Ottaal is a film that reveals itself through little moments like this. Jayaraj’s direction is decidedly low-key but assured. Together with cinematographer MJ Radhakrishnan he paints a textured world of sounds and people, like a man who communicates with the others through a few peculiar calls and spends the rest of the time caroling without a care in the world. And Kuttappayi is at the center of this world, a character so tragic that your heart sinks at the very sight of him. His story is revealed through an exchange early on: his parents, deep in debt, committed suicide by poisoning their meal and even gave some to him, but he was saved. His life is far from easy. He’s happy living with his grandfather. His grandfather is secretly ailing but he loves and cares for the boy more than he lets on. He wants to be there for him. His closest friend is Tinku, whose well-off father disapproves of his friendship with ‘duck boy’ Kuttappayi. Tinku’s mother sympathizes with the boy but is unable to provide for him given her failed attempts at softening her dour husband. So Kuttappayi stays where he is, struggling to build his own little life, trying to find acceptance in a world that has been unrelenting to him.
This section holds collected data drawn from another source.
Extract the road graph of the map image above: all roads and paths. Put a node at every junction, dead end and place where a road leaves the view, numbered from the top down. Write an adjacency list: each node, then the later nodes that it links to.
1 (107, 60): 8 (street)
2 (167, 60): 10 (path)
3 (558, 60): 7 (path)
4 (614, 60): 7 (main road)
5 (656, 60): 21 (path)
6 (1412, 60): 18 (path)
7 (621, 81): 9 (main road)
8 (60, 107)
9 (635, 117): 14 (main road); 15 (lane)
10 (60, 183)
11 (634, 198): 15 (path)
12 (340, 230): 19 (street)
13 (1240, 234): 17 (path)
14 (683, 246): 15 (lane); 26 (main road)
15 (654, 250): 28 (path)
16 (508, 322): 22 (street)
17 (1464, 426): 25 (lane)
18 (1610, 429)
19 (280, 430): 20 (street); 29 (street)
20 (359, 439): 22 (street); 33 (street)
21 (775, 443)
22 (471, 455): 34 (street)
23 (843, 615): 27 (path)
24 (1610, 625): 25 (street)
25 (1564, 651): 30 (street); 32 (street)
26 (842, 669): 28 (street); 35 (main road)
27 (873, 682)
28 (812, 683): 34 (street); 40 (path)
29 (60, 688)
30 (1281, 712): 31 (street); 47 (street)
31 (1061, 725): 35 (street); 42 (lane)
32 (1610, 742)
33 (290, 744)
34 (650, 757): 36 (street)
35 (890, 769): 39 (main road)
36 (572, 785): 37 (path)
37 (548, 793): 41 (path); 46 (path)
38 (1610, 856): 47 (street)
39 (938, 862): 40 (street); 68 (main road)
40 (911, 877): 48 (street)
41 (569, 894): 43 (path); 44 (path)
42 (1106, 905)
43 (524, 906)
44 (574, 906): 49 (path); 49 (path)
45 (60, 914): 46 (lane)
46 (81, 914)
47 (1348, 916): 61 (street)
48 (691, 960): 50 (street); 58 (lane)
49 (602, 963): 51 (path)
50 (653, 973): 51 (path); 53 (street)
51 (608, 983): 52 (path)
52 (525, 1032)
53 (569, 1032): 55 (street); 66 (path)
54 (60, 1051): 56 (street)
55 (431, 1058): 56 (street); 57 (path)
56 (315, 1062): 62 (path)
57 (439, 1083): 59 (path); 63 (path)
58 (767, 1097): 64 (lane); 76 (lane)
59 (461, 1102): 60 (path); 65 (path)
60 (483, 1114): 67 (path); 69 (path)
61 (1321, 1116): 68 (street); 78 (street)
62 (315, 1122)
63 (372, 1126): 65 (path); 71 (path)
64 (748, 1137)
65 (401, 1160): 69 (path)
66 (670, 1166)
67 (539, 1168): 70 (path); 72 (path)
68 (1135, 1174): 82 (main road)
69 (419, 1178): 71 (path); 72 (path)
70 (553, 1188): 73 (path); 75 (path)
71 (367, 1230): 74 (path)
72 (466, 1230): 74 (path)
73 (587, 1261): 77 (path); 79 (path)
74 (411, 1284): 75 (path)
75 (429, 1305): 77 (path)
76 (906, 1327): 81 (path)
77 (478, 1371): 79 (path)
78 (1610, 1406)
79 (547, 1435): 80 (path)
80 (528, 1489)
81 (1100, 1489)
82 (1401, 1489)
Through these episodes, the film gently hints at how unfairly the world treats a young and poor orphan. Kuttappayi’s life seems to be defined by separation: separation from his parents because of debt, separation from Tinku because of class, and finally, separation from his grandfather because of an illness. He’s just a young lad who has much to offer to the world, but he’s living, both literally and metaphorically, in muddy waters.

Finally, when his helpless grandfather decides to send him away to the city to ‘learn’, the film inches closer to a devastating end. In a skillfully executed scene, the old man has a drink with Boss, his only link to the city. Boss suggests that Kuttappayi be sent to a factory where fireworks are made and half-heartedly adds that he will be happy there. The old man doesn’t dismiss the idea right away. He wants Kuttappayi to be in safe hands, but that seems to be a long shot. Now he just wants him to be under a roof. It’s a fine moment, and Kumarakom Vasudevan, who plays the old man, handles it with aplomb. He captures the turmoil the grandfather is going through and the courage it takes to break the heart of someone you love dearly through a few moments of brooding silence. He does not speak, and yet his eyes tell us all we need to know.

Ottaal is the kind of small film I find easy to love because it’s made with so much heart. It has an important message to impart, and, unlike most Indian films with social messages, this one does not force-feed it to us. We are left with a lasting image of Kuttappayi sleeping in darkness without a blanket with a few boys his age, his fate now uncertain. He has written to his grandfather using the light from a candle. For someone who has suffered so much, he remains optimistic. Come what may, we know he will always light a candle. It’s a thought that brings us much comfort.